Once US Steel was the most valuable company in the world. Now, it's the subject of a bidding war among rivals offering a fraction of what the company was once worth, CNN reported.
US Steel could be yet another iconic company for which time has run out. And the company's possible fate serves as a cautionary tale to the current global titans about how quickly the world can change.
The Pittsburgh-based company formed in 1901 as a merger of the nation's leading steel companies - including Carnegie Steel Corp. - and was engineered by financier J.P. Morgan. The new company became the world’s first company valued at more than $1 billion, double the entire US budget that year. The deal made owner Andrew Carnegie the richest man in the world, CNN reported.
But, in recent years, US Steel's fallen far below other American steel companies in steel output and stock market value.
While US Steel remains profitable, its days as an independent company could be limited as it now finds itself subject of a bidding war by various rivals eyeing to buy it for less than $9 billion, CNN reported.
"That company peaked out in 1916," said longtime steel industry analyst Charles Bradford. "It's been downhill ever sense. Peak output was in the 1970s. It’s done nothing for decades."
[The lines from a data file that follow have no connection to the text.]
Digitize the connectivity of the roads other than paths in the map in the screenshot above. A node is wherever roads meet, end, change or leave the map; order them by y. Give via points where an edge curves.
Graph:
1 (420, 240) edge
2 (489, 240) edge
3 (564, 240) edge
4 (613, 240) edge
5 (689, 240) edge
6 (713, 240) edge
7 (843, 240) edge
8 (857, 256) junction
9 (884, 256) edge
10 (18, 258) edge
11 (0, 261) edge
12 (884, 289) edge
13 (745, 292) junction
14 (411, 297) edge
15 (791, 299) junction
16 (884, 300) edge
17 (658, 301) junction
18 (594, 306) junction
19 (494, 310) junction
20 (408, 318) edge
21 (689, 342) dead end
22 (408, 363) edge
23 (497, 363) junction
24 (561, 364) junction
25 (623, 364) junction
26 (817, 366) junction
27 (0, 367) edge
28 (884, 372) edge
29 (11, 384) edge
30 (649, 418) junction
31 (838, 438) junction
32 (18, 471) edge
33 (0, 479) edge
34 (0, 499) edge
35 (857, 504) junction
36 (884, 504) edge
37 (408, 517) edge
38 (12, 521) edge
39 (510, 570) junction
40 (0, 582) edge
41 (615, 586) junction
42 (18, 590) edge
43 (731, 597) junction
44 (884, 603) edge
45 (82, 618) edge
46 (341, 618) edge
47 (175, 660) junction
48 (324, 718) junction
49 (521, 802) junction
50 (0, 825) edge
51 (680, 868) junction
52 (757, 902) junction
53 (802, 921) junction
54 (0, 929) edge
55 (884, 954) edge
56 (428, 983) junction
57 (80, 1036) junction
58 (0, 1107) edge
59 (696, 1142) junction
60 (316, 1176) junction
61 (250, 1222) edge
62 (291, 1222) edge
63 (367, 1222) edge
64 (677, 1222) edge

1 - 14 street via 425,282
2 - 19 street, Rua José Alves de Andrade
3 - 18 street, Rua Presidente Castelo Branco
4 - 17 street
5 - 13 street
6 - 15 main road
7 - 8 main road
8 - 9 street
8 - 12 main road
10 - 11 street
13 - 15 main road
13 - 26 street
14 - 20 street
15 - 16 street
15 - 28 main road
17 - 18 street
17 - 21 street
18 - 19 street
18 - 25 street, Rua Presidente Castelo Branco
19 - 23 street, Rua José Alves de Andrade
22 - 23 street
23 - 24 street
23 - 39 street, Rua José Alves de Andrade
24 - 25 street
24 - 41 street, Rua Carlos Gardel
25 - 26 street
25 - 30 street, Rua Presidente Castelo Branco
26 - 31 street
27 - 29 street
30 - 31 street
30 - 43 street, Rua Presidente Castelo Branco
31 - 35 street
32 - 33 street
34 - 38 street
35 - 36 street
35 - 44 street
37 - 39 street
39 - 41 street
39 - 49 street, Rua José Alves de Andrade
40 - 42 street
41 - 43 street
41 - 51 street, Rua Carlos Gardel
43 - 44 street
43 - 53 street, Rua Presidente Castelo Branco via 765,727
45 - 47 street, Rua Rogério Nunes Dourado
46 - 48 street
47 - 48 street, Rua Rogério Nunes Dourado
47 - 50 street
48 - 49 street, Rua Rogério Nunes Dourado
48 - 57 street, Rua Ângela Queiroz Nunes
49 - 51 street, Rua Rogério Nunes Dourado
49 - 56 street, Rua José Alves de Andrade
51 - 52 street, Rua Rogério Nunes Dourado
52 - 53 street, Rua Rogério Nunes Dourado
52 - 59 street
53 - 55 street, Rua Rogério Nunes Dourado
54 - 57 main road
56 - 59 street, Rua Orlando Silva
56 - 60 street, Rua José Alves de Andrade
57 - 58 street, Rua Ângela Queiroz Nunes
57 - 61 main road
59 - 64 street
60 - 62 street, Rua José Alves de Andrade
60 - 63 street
The companies eying a purchase of US Steel include the publicly traded, Ohio-based Cleveland-Cliffs and Esmark, a privately held, non-union steel processing firm. Both are on record with their bids. A global wire service reported that a major European competitor, Arcelor Mittal is also considering a bid. Whether any of the proposed deals would be able to get past anti-trust regulators isn't clear.
US Steel's share price bounced from $22.50 on August 10 to over $31 on August 14 when the acquisition interest from Cleveland-Cliffs became public, CNN reported.
The United Steelworkers union said it will only agree to a bid from Cleveland-Cliffs, which like US Steel has the USW representing most of its hourly workers. But US Steel has so far rejected that bid. And Bradford said he’s not sure anti-trust rules would allow a Cleveland-Cliffs purchase to succeed, although Cleveland-Cliffs leaders say they are confident it can win regulatory approval, CNN reported.
US Senator J.D. Vance, an Ohio Republican, came out with a statement Thursday urging US Steel to reject any bid from a foreign steelmaker, saying it is crucial that the company remains US-owned because it still is of "strategic national importance."
US Steel has not commented on either the Esmark offer directly or reports of the interest by ArcelorMittal, other than to say it is conducting a strategic review of its options. The company has fended off rumors and overtures of acquisitions myriad times in its history, CNN reported.